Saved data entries
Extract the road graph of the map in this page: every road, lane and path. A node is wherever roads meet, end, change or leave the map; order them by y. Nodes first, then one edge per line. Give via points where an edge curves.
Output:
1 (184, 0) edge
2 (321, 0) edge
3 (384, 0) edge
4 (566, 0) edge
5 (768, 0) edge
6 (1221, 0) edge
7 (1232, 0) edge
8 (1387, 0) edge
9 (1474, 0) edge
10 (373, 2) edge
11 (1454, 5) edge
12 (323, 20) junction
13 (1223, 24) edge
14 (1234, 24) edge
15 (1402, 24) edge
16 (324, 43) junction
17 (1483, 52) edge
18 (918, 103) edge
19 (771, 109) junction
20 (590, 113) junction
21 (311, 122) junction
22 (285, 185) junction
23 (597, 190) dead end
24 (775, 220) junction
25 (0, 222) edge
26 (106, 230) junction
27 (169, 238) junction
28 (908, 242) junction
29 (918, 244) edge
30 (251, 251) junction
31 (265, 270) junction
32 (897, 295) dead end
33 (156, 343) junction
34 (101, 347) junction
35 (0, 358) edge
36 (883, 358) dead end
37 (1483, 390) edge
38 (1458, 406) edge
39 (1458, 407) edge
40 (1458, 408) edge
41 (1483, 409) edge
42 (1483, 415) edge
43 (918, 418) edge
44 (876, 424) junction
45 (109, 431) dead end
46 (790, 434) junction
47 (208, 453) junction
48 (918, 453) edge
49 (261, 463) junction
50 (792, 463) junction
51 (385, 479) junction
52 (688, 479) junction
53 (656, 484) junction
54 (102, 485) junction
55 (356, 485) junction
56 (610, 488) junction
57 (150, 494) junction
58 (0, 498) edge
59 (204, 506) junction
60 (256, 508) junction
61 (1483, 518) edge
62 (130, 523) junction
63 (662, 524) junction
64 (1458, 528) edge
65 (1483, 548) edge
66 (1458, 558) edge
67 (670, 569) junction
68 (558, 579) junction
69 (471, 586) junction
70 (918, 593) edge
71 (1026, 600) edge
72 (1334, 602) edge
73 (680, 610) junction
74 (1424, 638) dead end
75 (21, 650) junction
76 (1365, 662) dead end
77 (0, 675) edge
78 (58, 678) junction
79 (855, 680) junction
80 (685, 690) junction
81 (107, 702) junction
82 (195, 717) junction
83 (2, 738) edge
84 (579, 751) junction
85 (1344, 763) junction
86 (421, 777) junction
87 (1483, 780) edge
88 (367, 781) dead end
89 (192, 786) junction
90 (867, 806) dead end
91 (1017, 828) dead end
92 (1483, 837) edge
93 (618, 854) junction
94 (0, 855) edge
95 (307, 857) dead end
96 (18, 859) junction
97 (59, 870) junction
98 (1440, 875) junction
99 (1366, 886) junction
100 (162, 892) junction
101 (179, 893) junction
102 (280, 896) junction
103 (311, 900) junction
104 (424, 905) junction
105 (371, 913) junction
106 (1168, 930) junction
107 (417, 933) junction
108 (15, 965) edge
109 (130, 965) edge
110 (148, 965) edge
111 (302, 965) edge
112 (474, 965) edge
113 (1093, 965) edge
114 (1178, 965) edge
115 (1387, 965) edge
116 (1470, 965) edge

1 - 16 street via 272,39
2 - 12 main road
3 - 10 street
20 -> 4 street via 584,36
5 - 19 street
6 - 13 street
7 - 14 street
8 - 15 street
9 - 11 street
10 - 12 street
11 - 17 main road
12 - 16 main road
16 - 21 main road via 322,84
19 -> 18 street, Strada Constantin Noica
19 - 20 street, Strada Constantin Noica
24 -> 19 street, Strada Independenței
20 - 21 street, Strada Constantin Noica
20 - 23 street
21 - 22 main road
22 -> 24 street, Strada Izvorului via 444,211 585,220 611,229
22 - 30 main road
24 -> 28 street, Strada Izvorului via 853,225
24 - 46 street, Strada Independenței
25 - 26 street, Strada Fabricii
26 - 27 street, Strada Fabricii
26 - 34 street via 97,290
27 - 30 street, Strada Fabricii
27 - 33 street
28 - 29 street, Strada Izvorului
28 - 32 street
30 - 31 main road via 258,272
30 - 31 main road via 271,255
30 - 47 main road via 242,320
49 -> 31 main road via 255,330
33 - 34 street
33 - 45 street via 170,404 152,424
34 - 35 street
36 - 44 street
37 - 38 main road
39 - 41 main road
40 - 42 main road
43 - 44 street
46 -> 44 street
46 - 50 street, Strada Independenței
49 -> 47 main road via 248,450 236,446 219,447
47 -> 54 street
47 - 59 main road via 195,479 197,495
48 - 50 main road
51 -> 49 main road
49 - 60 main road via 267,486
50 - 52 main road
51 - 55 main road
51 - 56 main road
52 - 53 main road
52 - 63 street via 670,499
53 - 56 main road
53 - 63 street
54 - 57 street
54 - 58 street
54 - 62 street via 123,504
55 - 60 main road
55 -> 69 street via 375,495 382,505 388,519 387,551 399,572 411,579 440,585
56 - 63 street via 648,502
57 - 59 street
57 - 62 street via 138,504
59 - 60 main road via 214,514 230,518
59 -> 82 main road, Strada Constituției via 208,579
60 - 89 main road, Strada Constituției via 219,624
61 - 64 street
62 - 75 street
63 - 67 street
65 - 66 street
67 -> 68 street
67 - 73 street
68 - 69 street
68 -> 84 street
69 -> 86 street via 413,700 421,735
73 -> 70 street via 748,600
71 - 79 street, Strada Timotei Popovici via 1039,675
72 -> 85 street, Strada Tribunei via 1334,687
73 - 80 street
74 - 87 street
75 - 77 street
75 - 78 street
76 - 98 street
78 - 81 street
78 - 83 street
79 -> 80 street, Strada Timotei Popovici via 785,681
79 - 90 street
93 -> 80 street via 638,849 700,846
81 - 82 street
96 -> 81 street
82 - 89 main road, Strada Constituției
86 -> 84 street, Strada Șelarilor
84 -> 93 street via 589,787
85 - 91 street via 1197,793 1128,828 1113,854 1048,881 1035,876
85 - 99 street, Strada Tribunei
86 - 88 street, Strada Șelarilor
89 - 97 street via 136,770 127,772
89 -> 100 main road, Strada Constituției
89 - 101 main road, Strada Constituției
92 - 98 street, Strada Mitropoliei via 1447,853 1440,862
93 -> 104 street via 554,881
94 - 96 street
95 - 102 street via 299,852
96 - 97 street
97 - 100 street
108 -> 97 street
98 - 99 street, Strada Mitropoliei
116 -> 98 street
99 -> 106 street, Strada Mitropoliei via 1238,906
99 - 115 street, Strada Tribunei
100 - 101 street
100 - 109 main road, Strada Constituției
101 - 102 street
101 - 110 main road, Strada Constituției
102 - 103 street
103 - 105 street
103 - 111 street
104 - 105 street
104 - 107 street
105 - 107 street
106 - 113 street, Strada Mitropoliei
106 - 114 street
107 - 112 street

What you are asked to do =
Set out the entries once more, word for word.

Task result =
Extract the road graph of the map in this page: every road, lane and path. A node is wherever roads meet, end, change or leave the map; order them by y. Nodes first, then one edge per line. Give via points where an edge curves.
Output:
1 (184, 0) edge
2 (321, 0) edge
3 (384, 0) edge
4 (566, 0) edge
5 (768, 0) edge
6 (1221, 0) edge
7 (1232, 0) edge
8 (1387, 0) edge
9 (1474, 0) edge
10 (373, 2) edge
11 (1454, 5) edge
12 (323, 20) junction
13 (1223, 24) edge
14 (1234, 24) edge
15 (1402, 24) edge
16 (324, 43) junction
17 (1483, 52) edge
18 (918, 103) edge
19 (771, 109) junction
20 (590, 113) junction
21 (311, 122) junction
22 (285, 185) junction
23 (597, 190) dead end
24 (775, 220) junction
25 (0, 222) edge
26 (106, 230) junction
27 (169, 238) junction
28 (908, 242) junction
29 (918, 244) edge
30 (251, 251) junction
31 (265, 270) junction
32 (897, 295) dead end
33 (156, 343) junction
34 (101, 347) junction
35 (0, 358) edge
36 (883, 358) dead end
37 (1483, 390) edge
38 (1458, 406) edge
39 (1458, 407) edge
40 (1458, 408) edge
41 (1483, 409) edge
42 (1483, 415) edge
43 (918, 418) edge
44 (876, 424) junction
45 (109, 431) dead end
46 (790, 434) junction
47 (208, 453) junction
48 (918, 453) edge
49 (261, 463) junction
50 (792, 463) junction
51 (385, 479) junction
52 (688, 479) junction
53 (656, 484) junction
54 (102, 485) junction
55 (356, 485) junction
56 (610, 488) junction
57 (150, 494) junction
58 (0, 498) edge
59 (204, 506) junction
60 (256, 508) junction
61 (1483, 518) edge
62 (130, 523) junction
63 (662, 524) junction
64 (1458, 528) edge
65 (1483, 548) edge
66 (1458, 558) edge
67 (670, 569) junction
68 (558, 579) junction
69 (471, 586) junction
70 (918, 593) edge
71 (1026, 600) edge
72 (1334, 602) edge
73 (680, 610) junction
74 (1424, 638) dead end
75 (21, 650) junction
76 (1365, 662) dead end
77 (0, 675) edge
78 (58, 678) junction
79 (855, 680) junction
80 (685, 690) junction
81 (107, 702) junction
82 (195, 717) junction
83 (2, 738) edge
84 (579, 751) junction
85 (1344, 763) junction
86 (421, 777) junction
87 (1483, 780) edge
88 (367, 781) dead end
89 (192, 786) junction
90 (867, 806) dead end
91 (1017, 828) dead end
92 (1483, 837) edge
93 (618, 854) junction
94 (0, 855) edge
95 (307, 857) dead end
96 (18, 859) junction
97 (59, 870) junction
98 (1440, 875) junction
99 (1366, 886) junction
100 (162, 892) junction
101 (179, 893) junction
102 (280, 896) junction
103 (311, 900) junction
104 (424, 905) junction
105 (371, 913) junction
106 (1168, 930) junction
107 (417, 933) junction
108 (15, 965) edge
109 (130, 965) edge
110 (148, 965) edge
111 (302, 965) edge
112 (474, 965) edge
113 (1093, 965) edge
114 (1178, 965) edge
115 (1387, 965) edge
116 (1470, 965) edge

1 - 16 street via 272,39
2 - 12 main road
3 - 10 street
20 -> 4 street via 584,36
5 - 19 street
6 - 13 street
7 - 14 street
8 - 15 street
9 - 11 street
10 - 12 street
11 - 17 main road
12 - 16 main road
16 - 21 main road via 322,84
19 -> 18 street, Strada Constantin Noica
19 - 20 street, Strada Constantin Noica
24 -> 19 street, Strada Independenței
20 - 21 street, Strada Constantin Noica
20 - 23 street
21 - 22 main road
22 -> 24 street, Strada Izvorului via 444,211 585,220 611,229
22 - 30 main road
24 -> 28 street, Strada Izvorului via 853,225
24 - 46 street, Strada Independenței
25 - 26 street, Strada Fabricii
26 - 27 street, Strada Fabricii
26 - 34 street via 97,290
27 - 30 street, Strada Fabricii
27 - 33 street
28 - 29 street, Strada Izvorului
28 - 32 street
30 - 31 main road via 258,272
30 - 31 main road via 271,255
30 - 47 main road via 242,320
49 -> 31 main road via 255,330
33 - 34 street
33 - 45 street via 170,404 152,424
34 - 35 street
36 - 44 street
37 - 38 main road
39 - 41 main road
40 - 42 main road
43 - 44 street
46 -> 44 street
46 - 50 street, Strada Independenței
49 -> 47 main road via 248,450 236,446 219,447
47 -> 54 street
47 - 59 main road via 195,479 197,495
48 - 50 main road
51 -> 49 main road
49 - 60 main road via 267,486
50 - 52 main road
51 - 55 main road
51 - 56 main road
52 - 53 main road
52 - 63 street via 670,499
53 - 56 main road
53 - 63 street
54 - 57 street
54 - 58 street
54 - 62 street via 123,504
55 - 60 main road
55 -> 69 street via 375,495 382,505 388,519 387,551 399,572 411,579 440,585
56 - 63 street via 648,502
57 - 59 street
57 - 62 street via 138,504
59 - 60 main road via 214,514 230,518
59 -> 82 main road, Strada Constituției via 208,579
60 - 89 main road, Strada Constituției via 219,624
61 - 64 street
62 - 75 street
63 - 67 street
65 - 66 street
67 -> 68 street
67 - 73 street
68 - 69 street
68 -> 84 street
69 -> 86 street via 413,700 421,735
73 -> 70 street via 748,600
71 - 79 street, Strada Timotei Popovici via 1039,675
72 -> 85 street, Strada Tribunei via 1334,687
73 - 80 street
74 - 87 street
75 - 77 street
75 - 78 street
76 - 98 street
78 - 81 street
78 - 83 street
79 -> 80 street, Strada Timotei Popovici via 785,681
79 - 90 street
93 -> 80 street via 638,849 700,846
81 - 82 street
96 -> 81 street
82 - 89 main road, Strada Constituției
86 -> 84 street, Strada Șelarilor
84 -> 93 street via 589,787
85 - 91 street via 1197,793 1128,828 1113,854 1048,881 1035,876
85 - 99 street, Strada Tribunei
86 - 88 street, Strada Șelarilor
89 - 97 street via 136,770 127,772
89 -> 100 main road, Strada Constituției
89 - 101 main road, Strada Constituției
92 - 98 street, Strada Mitropoliei via 1447,853 1440,862
93 -> 104 street via 554,881
94 - 96 street
95 - 102 street via 299,852
96 - 97 street
97 - 100 street
108 -> 97 street
98 - 99 street, Strada Mitropoliei
116 -> 98 street
99 -> 106 street, Strada Mitropoliei via 1238,906
99 - 115 street, Strada Tribunei
100 - 101 street
100 - 109 main road, Strada Constituției
101 - 102 street
101 - 110 main road, Strada Constituției
102 - 103 street
103 - 105 street
103 - 111 street
104 - 105 street
104 - 107 street
105 - 107 street
106 - 113 street, Strada Mitropoliei
106 - 114 street
107 - 112 street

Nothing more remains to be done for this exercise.